But like I said, Laing acted as if there were a third person there with us, sometimes even catching himself, it seemed, from searching the room, with his eyes of course, as if the person or presence or whatever appeared and disappeared and reappeared. In any case, it seemed Laing was trying to keep track of movement in the room. In the brown paper bag was Chinese for both of us and another bottle of bourbon, the same obscure brand from earlier with the charcoal drawing of the slaughtered lamb on the label. He asked me what I thought of the Gutman movie, and I told him I thought it was strange that he remembered so clearly the voiceover.

“That was from notes. Not from memory,” he says.

“Notes you took while you watched the movie?”
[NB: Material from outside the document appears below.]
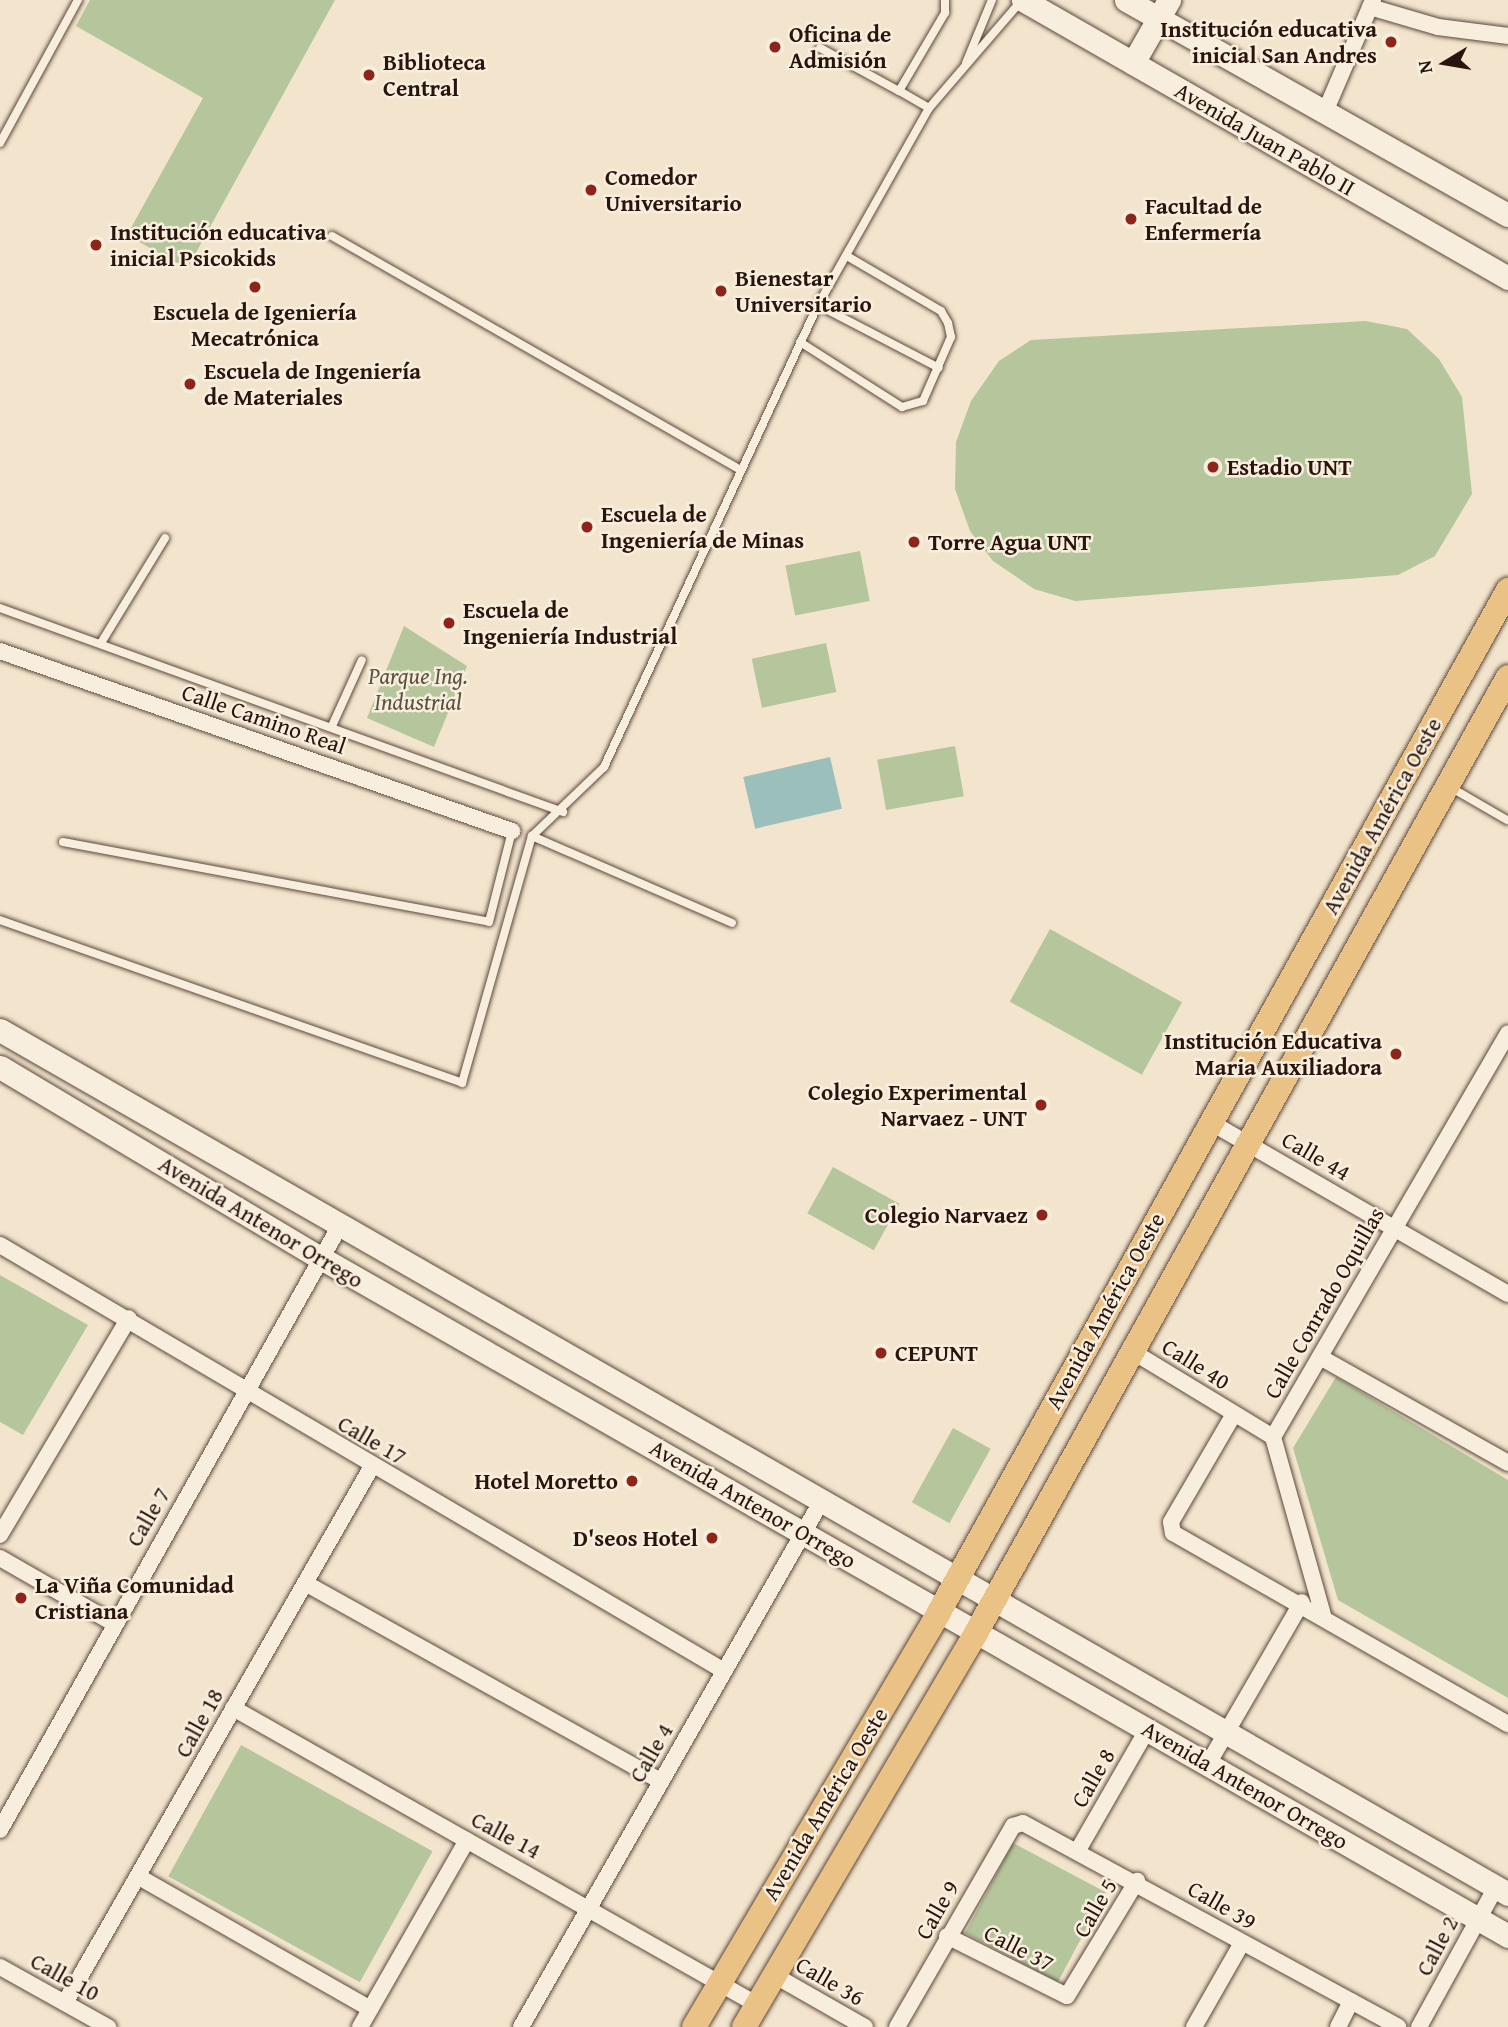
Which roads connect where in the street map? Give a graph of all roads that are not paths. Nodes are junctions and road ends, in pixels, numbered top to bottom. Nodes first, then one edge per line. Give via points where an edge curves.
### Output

“I typed them up afterward.”

“Because?”

“I figured you, or someone like you, would eventually come. With questions. And here you are.”

“I’m not a lawyer or a detective, if that’s what you’re saying.”

“That’s not what I’m saying at all. I know who you are. I know that Edison sent you. Of course, it doesn’t matter. Because, like I said, here you are.”

“I’d heard about you before Edison. Aspen.”

“The experimental journal that came in a box,” he says.

“I mean the film. The ski movie.”

“That’s what it was named after, the journal. Aspen. The 1966 issue that came with an article by Martin Luray on downhill skiing, and an essay on cinema by Lionel Trilling where he says something like, maybe cinema will be able to step in and do what literature is no longer able to do: tell the truth about life.”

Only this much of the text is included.